Sir Edward Carson, leader of the Irish Unionist Party, inspecting members of the Ulster Volunteer Force. The UVF were founded in 1913 by the Ulster Unionist Council to resist the implementation of Home Rule. Q 81759 Imperial War Museums. IWM Non Commercial Licence via Wikimedia Commons.

One critical dimension of this militancy in 1914 was the trenchant support given to Ulster Unionist paramilitarism by the British Conservative leadership — this in part a symptom of the profound divisions in British and Irish politics and society precipitated by the debate over Home Rule. It is striking that both the Home Rule issue in 1914 and the referendum in 2014 have each attracted an unusually broad range of declarations of allegiance from a complex array of interest groups and individuals. In 1914 there was a high level of ‘celebrity’ endorsement and intervention over Home Rule: taking literary figures alone, Sir Arthur Conan Doyle came out as a Home Ruler, while Rudyard Kipling was a strong Unionist. In 2014 Irvine Welsh has declared in favour of independence, while J.K. Rowling is against. Ian Rankin provides a case-study in the complexity (and profundity) of division: he is an agnostic on the issue, but is clear that his characters would have strong opinions. So, Inspector Rebus joins the unionists of 2014 (though the actor Ken Stott, most recent of the TV Rebuses, is reportedly in the ‘yes’ camp).

The analogies between Home Rule and the debate on Scottish independence extend much further than the ‘A’ list, however. The substantial strength and challenge of Home Rule sentiment produced striking intellectual movement before and in 1914 — just as the strength of the movement for Scots independence has produced similar movement a century later.

In 1912-14 the constitutional impasse over Home Rule in fact helped to stimulate support for (what was then called) ‘federalism’ among some of the Unionist elite, including even Edward Carson. In terms of the (nearly) equally weighted forces fighting over Scottish independence, Gordon Brown has now moved to embrace the idea of a federal United Kingdom; and he has been joined or preceded by others, including (for example) the Scottish Conservative journalist, David Torrance. Discussion of a possible English parliament was broached prominently in 1911-1914 and again in 2014. Both in 1914 and in 2014 it appears that the constitutional shape of the ever-malleable United Kingdom is once again in transition — but because unionists are now shifting no less then nationalists.

And indeed some Scots Nationalists have moved towards embracing at least some of the symbols of the British connection. John Redmond, the Home Rule leader, emphasised monarchy and empire in his vision of Irish autonomy during the Home Rule era, partly through personal conviction, and partly in terms of subverting unionist arguments.

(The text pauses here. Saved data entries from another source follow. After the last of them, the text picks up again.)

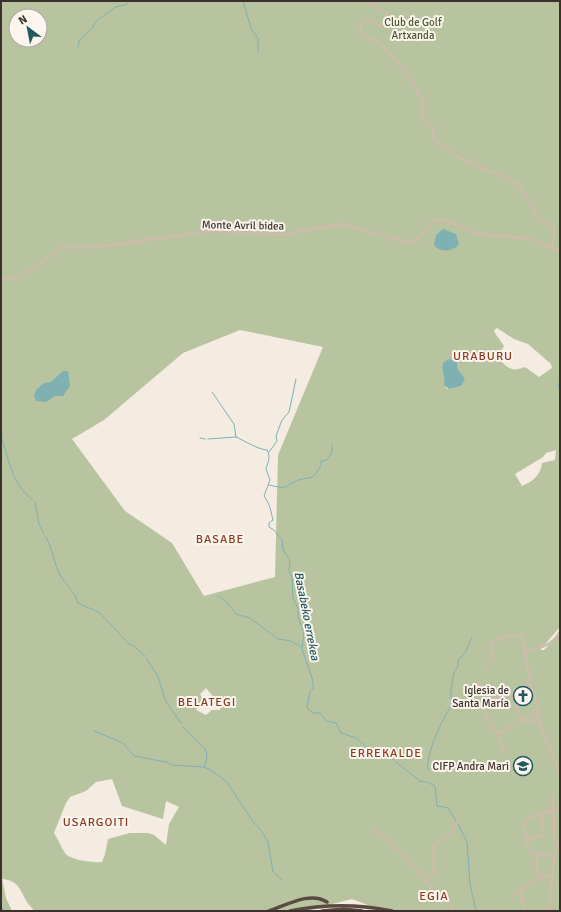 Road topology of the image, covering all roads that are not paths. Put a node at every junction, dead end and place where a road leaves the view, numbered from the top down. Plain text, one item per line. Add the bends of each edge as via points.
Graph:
1 (368, 1) edge
2 (551, 247) junction
3 (560, 252) edge
4 (1, 278) edge
5 (560, 631) edge
6 (525, 651) junction
7 (485, 669) dead end
8 (530, 681) junction
9 (478, 682) dead end
10 (512, 695) junction
11 (491, 699) dead end
12 (538, 710) junction
13 (534, 716) junction
14 (522, 720) junction
15 (531, 721) junction
16 (540, 725) junction
17 (500, 733) junction
18 (505, 753) dead end
19 (560, 774) edge
20 (553, 796) dead end
21 (560, 809) edge
22 (553, 811) junction
23 (541, 817) dead end
24 (459, 821) dead end
25 (372, 828) dead end
26 (526, 839) junction
27 (560, 839) edge
28 (556, 845) junction
29 (537, 854) junction
30 (554, 856) junction
31 (537, 876) junction
32 (551, 876) junction
33 (542, 877) junction
34 (537, 880) junction
35 (427, 881) junction
36 (520, 893) junction
37 (513, 896) dead end
38 (327, 902) dead end
39 (344, 907) junction
40 (269, 911) edge
41 (290, 911) edge
42 (323, 911) edge
43 (362, 911) edge
44 (392, 911) edge
45 (454, 911) edge
46 (526, 911) edge
47 (549, 911) edge

1 - 2 street via 387,14 388,21 381,26 365,20 360,26 360,34 380,43 405,71 423,100 421,115 433,128 433,139 460,158 519,185 536,218 549,223 554,229
2 - 3 street
2 - 4 street, Monte Avril bidea via 530,239 481,234 439,219 433,221 418,240 410,243 340,224 283,234 211,231 97,247 62,247 56,249 24,276 14,280
5 - 6 street via 539,650
6 - 7 street via 522,636 510,635 491,643 493,654 490,664
6 - 8 street
8 - 10 street
8 - 12 street
9 - 17 street via 491,725
10 - 11 street
10 - 14 street
12 - 13 street via 539,714
12 - 13 street via 533,710
13 - 14 street
13 - 15 street
13 - 16 street
14 - 15 street
14 - 17 street
15 - 16 street
16 - 19 street
17 - 18 street via 498,740
20 - 22 street
21 - 22 street
22 - 26 street via 535,815 527,820 524,827
22 - 28 street
23 - 26 street via 544,836
24 - 35 street via 451,834 434,845 434,872
25 - 35 street via 396,846
26 - 29 street via 530,850
27 - 28 street
28 - 30 street
29 - 30 street
29 - 31 street
30 - 32 street
31 - 33 street
31 - 34 street
32 - 33 street
32 - 47 street
33 - 34 street
34 - 36 street
35 - 45 street via 448,900
36 - 37 street
36 - 46 street
38 - 40 highway via 316,897
39 - 41 highway via 321,906
39 - 42 highway
39 - 43 highway
39 - 44 highway via 358,905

In similar vein, Alex Salmond (despite a strong tradition of republican sentiment within the SNP), has embraced the ‘union of the crowns’ as SNP strategy, and has in recent years referred deferentially to the Queen (‘of Scots’), and her central place in an independent nation.

Here, as elsewhere, Ireland’s century-old debate on Home Rule speaks to the current condition of Scotland. Indeed here, as elsewhere, Ireland’s wider experience of Union chimes with that of the Scots.